● DESCRIPTION OF THE TASK: Print the data again, exactly.

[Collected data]
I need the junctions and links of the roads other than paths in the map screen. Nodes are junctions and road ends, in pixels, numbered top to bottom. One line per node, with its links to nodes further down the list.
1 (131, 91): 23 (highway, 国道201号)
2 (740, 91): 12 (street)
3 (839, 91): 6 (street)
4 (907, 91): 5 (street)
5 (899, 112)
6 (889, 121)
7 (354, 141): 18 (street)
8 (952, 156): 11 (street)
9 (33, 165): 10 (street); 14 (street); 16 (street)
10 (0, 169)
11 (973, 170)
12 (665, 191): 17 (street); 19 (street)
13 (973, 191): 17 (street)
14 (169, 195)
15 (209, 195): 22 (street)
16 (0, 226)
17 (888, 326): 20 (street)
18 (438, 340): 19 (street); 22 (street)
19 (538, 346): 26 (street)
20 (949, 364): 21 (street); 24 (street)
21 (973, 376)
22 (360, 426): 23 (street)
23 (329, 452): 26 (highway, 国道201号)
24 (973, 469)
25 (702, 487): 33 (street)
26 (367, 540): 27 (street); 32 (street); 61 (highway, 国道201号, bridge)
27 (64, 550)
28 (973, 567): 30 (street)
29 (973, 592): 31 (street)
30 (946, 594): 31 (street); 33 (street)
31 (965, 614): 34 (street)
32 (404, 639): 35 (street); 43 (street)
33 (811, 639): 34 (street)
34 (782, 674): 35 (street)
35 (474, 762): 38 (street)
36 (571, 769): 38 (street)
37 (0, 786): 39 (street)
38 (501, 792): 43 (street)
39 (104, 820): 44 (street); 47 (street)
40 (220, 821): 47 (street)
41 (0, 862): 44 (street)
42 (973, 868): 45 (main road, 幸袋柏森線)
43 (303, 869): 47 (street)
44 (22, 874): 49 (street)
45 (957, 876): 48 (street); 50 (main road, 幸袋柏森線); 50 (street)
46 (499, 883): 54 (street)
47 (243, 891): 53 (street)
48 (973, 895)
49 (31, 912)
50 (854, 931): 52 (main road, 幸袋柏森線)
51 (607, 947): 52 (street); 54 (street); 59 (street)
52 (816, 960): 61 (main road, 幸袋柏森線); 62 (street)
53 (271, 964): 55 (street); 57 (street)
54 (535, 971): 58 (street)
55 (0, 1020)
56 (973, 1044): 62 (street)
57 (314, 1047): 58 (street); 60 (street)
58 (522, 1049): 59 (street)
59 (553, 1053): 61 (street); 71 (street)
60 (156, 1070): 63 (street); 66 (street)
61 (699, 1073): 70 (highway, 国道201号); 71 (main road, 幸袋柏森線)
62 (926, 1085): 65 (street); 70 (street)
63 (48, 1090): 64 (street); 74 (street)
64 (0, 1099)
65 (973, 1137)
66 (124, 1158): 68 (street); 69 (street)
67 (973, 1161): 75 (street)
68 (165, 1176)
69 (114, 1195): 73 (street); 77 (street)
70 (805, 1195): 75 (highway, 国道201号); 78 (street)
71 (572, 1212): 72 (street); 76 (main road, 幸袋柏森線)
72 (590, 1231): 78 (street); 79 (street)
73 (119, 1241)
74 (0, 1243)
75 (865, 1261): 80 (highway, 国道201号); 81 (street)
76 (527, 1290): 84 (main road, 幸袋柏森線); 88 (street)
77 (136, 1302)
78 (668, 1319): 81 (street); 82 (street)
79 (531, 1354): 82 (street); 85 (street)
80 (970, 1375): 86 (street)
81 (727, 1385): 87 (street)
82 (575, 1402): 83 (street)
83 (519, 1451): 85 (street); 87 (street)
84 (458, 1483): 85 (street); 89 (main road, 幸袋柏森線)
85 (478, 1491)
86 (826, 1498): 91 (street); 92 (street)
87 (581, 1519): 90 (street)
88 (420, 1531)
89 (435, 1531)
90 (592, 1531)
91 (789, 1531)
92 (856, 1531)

● ANSWER TO THIS PROBLEM:
I need the junctions and links of the roads other than paths in the map screen. Nodes are junctions and road ends, in pixels, numbered top to bottom. One line per node, with its links to nodes further down the list.
1 (131, 91): 23 (highway, 国道201号)
2 (740, 91): 12 (street)
3 (839, 91): 6 (street)
4 (907, 91): 5 (street)
5 (899, 112)
6 (889, 121)
7 (354, 141): 18 (street)
8 (952, 156): 11 (street)
9 (33, 165): 10 (street); 14 (street); 16 (street)
10 (0, 169)
11 (973, 170)
12 (665, 191): 17 (street); 19 (street)
13 (973, 191): 17 (street)
14 (169, 195)
15 (209, 195): 22 (street)
16 (0, 226)
17 (888, 326): 20 (street)
18 (438, 340): 19 (street); 22 (street)
19 (538, 346): 26 (street)
20 (949, 364): 21 (street); 24 (street)
21 (973, 376)
22 (360, 426): 23 (street)
23 (329, 452): 26 (highway, 国道201号)
24 (973, 469)
25 (702, 487): 33 (street)
26 (367, 540): 27 (street); 32 (street); 61 (highway, 国道201号, bridge)
27 (64, 550)
28 (973, 567): 30 (street)
29 (973, 592): 31 (street)
30 (946, 594): 31 (street); 33 (street)
31 (965, 614): 34 (street)
32 (404, 639): 35 (street); 43 (street)
33 (811, 639): 34 (street)
34 (782, 674): 35 (street)
35 (474, 762): 38 (street)
36 (571, 769): 38 (street)
37 (0, 786): 39 (street)
38 (501, 792): 43 (street)
39 (104, 820): 44 (street); 47 (street)
40 (220, 821): 47 (street)
41 (0, 862): 44 (street)
42 (973, 868): 45 (main road, 幸袋柏森線)
43 (303, 869): 47 (street)
44 (22, 874): 49 (street)
45 (957, 876): 48 (street); 50 (main road, 幸袋柏森線); 50 (street)
46 (499, 883): 54 (street)
47 (243, 891): 53 (street)
48 (973, 895)
49 (31, 912)
50 (854, 931): 52 (main road, 幸袋柏森線)
51 (607, 947): 52 (street); 54 (street); 59 (street)
52 (816, 960): 61 (main road, 幸袋柏森線); 62 (street)
53 (271, 964): 55 (street); 57 (street)
54 (535, 971): 58 (street)
55 (0, 1020)
56 (973, 1044): 62 (street)
57 (314, 1047): 58 (street); 60 (street)
58 (522, 1049): 59 (street)
59 (553, 1053): 61 (street); 71 (street)
60 (156, 1070): 63 (street); 66 (street)
61 (699, 1073): 70 (highway, 国道201号); 71 (main road, 幸袋柏森線)
62 (926, 1085): 65 (street); 70 (street)
63 (48, 1090): 64 (street); 74 (street)
64 (0, 1099)
65 (973, 1137)
66 (124, 1158): 68 (street); 69 (street)
67 (973, 1161): 75 (street)
68 (165, 1176)
69 (114, 1195): 73 (street); 77 (street)
70 (805, 1195): 75 (highway, 国道201号); 78 (street)
71 (572, 1212): 72 (street); 76 (main road, 幸袋柏森線)
72 (590, 1231): 78 (street); 79 (street)
73 (119, 1241)
74 (0, 1243)
75 (865, 1261): 80 (highway, 国道201号); 81 (street)
76 (527, 1290): 84 (main road, 幸袋柏森線); 88 (street)
77 (136, 1302)
78 (668, 1319): 81 (street); 82 (street)
79 (531, 1354): 82 (street); 85 (street)
80 (970, 1375): 86 (street)
81 (727, 1385): 87 (street)
82 (575, 1402): 83 (street)
83 (519, 1451): 85 (street); 87 (street)
84 (458, 1483): 85 (street); 89 (main road, 幸袋柏森線)
85 (478, 1491)
86 (826, 1498): 91 (street); 92 (street)
87 (581, 1519): 90 (street)
88 (420, 1531)
89 (435, 1531)
90 (592, 1531)
91 (789, 1531)
92 (856, 1531)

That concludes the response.